The task.
After locating the line with "cairo_close_path(cr);" in the data that follows, return it and every later line exactly, up to and including the line with "cairo_set_miter_limit(cr, 4);".

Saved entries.
━━━

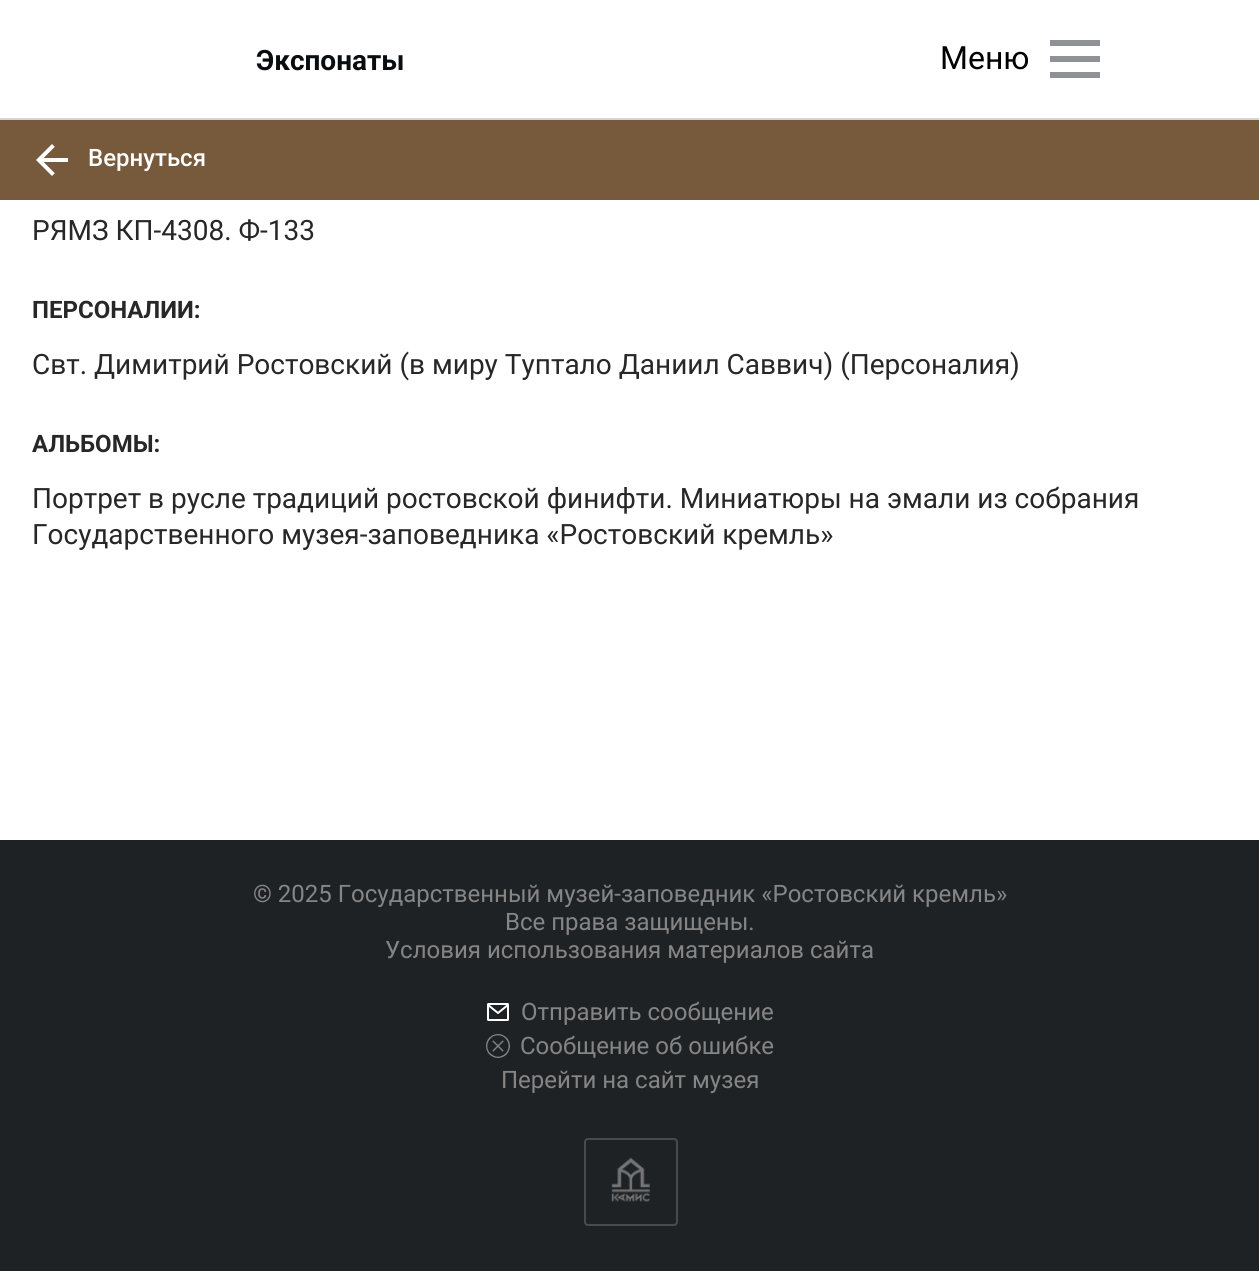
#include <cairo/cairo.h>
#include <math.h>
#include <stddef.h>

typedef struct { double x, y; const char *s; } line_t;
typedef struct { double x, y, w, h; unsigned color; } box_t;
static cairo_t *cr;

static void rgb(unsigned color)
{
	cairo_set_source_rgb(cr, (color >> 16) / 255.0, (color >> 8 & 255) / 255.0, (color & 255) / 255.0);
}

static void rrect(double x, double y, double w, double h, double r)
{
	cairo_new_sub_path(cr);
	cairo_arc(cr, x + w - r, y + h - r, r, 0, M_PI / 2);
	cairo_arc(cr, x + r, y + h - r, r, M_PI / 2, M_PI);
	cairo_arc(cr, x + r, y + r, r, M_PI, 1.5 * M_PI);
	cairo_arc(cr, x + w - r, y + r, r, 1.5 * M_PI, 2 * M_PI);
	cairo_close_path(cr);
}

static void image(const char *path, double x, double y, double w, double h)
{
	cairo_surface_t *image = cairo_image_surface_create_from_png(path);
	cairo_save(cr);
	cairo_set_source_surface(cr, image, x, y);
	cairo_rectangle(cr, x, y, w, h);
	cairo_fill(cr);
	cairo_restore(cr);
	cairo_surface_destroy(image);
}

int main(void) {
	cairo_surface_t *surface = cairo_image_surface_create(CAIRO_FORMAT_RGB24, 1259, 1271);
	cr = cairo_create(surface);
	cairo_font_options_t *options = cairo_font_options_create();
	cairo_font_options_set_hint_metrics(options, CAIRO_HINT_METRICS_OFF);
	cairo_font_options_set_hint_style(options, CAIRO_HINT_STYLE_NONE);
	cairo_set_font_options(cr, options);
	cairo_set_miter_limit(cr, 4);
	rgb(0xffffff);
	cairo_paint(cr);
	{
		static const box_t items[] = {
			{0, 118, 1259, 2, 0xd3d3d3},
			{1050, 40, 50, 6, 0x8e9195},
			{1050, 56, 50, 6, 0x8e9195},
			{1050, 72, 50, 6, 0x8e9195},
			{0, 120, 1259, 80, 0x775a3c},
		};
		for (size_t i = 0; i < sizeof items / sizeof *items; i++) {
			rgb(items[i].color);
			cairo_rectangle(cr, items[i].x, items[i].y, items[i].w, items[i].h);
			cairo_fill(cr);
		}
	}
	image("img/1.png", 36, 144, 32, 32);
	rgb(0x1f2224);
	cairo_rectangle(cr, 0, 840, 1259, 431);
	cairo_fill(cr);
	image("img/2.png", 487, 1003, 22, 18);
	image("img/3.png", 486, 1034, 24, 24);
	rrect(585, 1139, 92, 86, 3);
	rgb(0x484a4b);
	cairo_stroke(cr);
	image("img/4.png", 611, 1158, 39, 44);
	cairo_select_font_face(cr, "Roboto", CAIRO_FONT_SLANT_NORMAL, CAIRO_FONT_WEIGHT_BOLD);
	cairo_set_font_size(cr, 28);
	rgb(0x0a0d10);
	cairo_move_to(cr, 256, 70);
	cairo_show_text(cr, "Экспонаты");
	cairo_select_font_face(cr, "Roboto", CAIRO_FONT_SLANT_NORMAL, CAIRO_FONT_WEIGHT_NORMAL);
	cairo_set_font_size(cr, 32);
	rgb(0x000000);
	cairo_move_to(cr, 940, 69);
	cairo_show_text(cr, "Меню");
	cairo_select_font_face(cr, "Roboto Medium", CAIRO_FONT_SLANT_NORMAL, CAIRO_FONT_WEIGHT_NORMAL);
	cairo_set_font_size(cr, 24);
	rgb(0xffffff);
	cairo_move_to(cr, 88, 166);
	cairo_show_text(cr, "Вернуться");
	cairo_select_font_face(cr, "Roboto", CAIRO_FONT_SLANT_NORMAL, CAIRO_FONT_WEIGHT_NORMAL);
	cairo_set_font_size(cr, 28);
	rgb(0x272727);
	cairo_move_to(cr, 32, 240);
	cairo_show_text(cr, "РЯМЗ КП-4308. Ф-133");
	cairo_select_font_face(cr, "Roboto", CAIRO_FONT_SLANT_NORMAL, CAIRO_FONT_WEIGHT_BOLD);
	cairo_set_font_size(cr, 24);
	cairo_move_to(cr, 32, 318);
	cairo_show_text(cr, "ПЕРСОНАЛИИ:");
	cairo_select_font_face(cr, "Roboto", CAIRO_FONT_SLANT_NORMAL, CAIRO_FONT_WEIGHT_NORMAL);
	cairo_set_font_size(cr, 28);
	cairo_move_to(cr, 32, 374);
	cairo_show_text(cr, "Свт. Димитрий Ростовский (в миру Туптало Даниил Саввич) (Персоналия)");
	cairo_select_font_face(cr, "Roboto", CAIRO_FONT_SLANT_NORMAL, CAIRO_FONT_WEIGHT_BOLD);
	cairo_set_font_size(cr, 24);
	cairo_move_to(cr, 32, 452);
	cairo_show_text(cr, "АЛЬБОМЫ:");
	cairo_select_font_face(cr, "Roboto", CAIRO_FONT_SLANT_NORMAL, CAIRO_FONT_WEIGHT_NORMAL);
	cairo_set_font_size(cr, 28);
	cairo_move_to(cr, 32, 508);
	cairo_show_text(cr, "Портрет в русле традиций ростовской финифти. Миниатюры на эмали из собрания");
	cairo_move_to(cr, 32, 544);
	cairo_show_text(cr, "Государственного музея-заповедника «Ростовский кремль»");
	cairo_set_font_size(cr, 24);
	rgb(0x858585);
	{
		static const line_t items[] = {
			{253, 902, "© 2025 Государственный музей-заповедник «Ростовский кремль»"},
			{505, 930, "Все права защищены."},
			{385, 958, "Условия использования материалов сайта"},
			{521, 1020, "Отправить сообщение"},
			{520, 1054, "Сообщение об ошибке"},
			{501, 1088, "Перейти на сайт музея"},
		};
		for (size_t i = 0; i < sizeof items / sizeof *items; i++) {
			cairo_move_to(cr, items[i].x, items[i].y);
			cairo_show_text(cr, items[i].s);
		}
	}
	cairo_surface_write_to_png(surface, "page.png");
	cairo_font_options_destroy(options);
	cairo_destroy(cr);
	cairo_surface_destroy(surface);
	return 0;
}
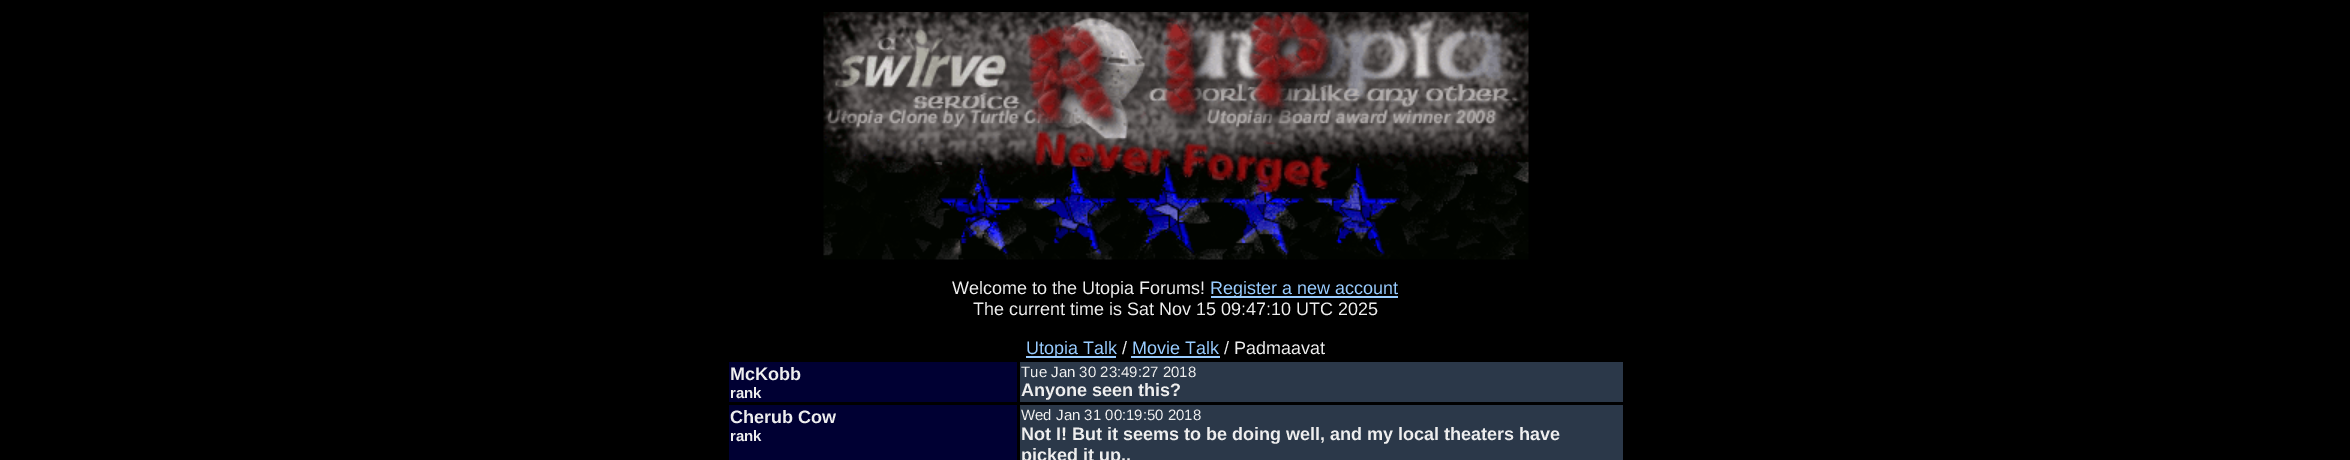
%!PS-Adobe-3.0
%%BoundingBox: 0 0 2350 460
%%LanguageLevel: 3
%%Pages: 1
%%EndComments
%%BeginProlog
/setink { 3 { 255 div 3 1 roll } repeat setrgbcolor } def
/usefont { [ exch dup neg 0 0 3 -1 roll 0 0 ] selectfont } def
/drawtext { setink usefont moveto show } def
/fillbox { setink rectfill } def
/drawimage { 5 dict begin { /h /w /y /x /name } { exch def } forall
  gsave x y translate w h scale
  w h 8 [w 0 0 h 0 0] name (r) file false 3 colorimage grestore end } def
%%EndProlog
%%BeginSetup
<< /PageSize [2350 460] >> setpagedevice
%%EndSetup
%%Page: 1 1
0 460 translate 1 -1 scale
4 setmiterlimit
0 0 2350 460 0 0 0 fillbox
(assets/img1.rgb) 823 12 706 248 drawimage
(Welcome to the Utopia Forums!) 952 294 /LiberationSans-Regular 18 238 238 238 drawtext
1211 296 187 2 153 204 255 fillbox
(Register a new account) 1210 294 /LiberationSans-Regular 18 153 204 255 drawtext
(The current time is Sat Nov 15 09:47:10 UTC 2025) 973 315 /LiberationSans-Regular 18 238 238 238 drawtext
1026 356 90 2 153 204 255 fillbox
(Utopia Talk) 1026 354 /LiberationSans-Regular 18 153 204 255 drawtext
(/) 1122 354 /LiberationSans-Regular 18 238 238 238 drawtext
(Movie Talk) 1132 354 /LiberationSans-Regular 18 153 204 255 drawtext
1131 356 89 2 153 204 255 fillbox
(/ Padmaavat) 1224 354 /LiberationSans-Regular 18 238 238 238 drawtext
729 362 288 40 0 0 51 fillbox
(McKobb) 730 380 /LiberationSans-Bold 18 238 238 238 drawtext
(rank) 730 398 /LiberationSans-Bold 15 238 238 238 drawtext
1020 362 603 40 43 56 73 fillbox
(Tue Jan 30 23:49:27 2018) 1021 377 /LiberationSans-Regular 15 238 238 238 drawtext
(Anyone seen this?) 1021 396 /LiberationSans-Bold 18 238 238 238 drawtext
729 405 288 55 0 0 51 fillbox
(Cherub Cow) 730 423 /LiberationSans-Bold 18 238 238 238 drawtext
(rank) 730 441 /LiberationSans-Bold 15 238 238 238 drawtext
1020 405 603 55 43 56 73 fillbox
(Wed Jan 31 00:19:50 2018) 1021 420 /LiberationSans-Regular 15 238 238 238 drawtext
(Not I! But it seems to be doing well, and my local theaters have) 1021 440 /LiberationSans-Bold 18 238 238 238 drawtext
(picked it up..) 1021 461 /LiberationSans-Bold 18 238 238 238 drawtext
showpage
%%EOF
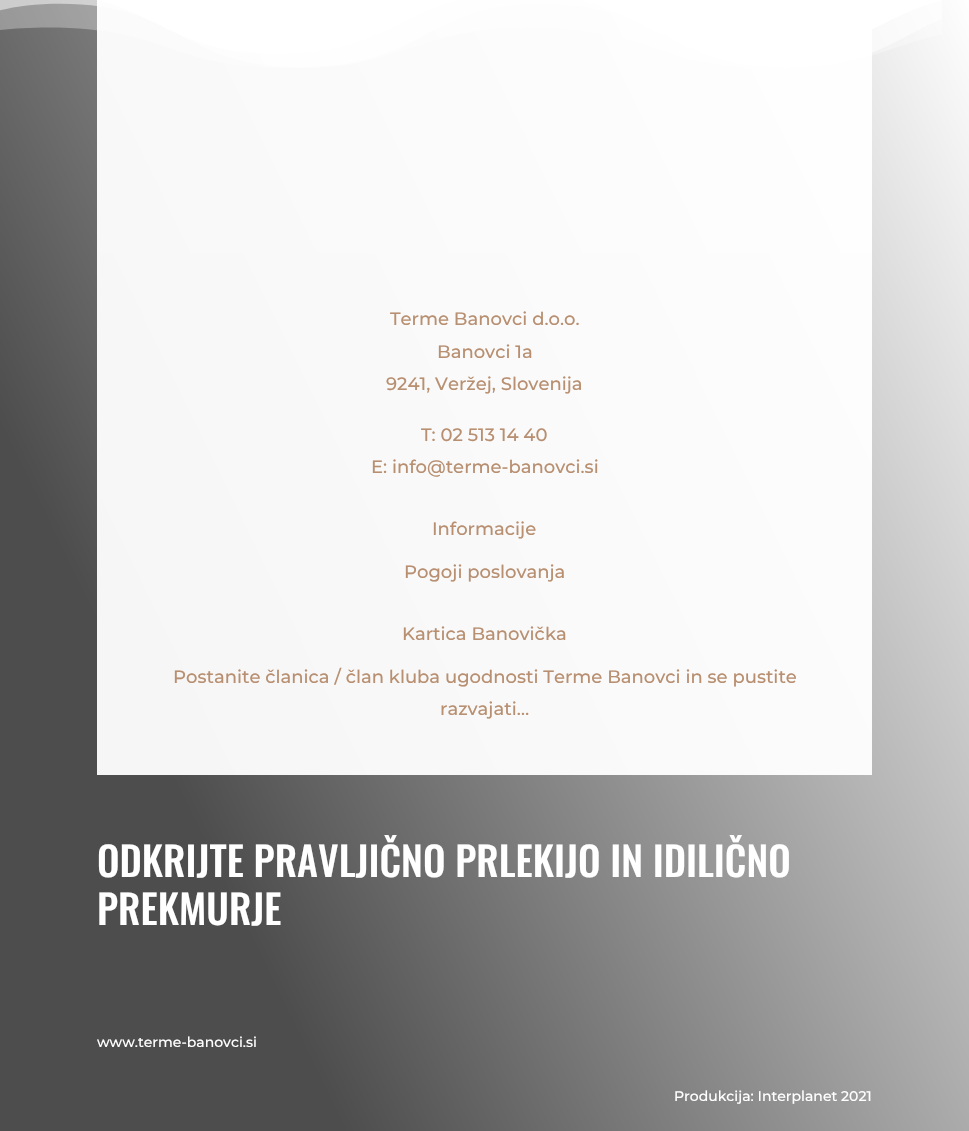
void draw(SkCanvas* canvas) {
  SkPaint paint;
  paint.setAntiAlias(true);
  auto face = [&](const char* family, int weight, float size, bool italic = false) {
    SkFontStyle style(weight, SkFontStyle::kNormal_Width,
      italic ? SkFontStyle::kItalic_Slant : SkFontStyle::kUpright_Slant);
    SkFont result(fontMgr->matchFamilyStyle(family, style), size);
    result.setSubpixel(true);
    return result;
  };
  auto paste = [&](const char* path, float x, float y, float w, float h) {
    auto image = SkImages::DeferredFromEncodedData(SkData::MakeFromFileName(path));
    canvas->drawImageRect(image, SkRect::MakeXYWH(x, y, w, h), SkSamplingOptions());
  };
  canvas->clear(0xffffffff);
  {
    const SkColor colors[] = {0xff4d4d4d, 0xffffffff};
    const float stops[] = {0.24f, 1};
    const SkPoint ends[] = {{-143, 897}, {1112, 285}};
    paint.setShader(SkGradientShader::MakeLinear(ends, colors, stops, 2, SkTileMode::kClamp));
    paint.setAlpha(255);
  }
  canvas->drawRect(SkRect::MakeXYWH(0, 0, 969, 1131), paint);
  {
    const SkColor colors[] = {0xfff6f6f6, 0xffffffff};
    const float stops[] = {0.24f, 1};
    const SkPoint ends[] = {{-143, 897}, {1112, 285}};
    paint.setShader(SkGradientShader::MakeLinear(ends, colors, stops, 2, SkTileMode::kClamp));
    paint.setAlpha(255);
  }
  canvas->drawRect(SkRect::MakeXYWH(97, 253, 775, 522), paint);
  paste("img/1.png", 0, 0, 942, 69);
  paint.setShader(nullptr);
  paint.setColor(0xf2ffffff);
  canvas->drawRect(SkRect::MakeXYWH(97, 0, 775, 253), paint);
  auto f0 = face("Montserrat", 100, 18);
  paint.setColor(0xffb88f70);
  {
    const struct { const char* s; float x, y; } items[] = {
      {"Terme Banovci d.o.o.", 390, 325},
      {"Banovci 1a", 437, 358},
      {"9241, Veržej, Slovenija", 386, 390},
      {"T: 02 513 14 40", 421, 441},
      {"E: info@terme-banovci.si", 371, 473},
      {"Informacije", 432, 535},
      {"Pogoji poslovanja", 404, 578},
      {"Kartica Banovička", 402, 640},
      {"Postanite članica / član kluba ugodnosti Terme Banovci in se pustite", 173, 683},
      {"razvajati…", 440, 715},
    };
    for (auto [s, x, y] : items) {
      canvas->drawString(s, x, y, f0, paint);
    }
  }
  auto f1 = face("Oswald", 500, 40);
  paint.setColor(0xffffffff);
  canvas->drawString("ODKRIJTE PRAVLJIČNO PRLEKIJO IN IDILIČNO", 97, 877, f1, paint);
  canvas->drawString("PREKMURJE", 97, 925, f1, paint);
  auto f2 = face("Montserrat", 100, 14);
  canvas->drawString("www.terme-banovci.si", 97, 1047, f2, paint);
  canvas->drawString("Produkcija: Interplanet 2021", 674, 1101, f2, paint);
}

━━━

Answer to the exercise.
	cairo_close_path(cr);
}

static void image(const char *path, double x, double y, double w, double h)
{
	cairo_surface_t *image = cairo_image_surface_create_from_png(path);
	cairo_save(cr);
	cairo_set_source_surface(cr, image, x, y);
	cairo_rectangle(cr, x, y, w, h);
	cairo_fill(cr);
	cairo_restore(cr);
	cairo_surface_destroy(image);
}

int main(void) {
	cairo_surface_t *surface = cairo_image_surface_create(CAIRO_FORMAT_RGB24, 1259, 1271);
	cr = cairo_create(surface);
	cairo_font_options_t *options = cairo_font_options_create();
	cairo_font_options_set_hint_metrics(options, CAIRO_HINT_METRICS_OFF);
	cairo_font_options_set_hint_style(options, CAIRO_HINT_STYLE_NONE);
	cairo_set_font_options(cr, options);
	cairo_set_miter_limit(cr, 4);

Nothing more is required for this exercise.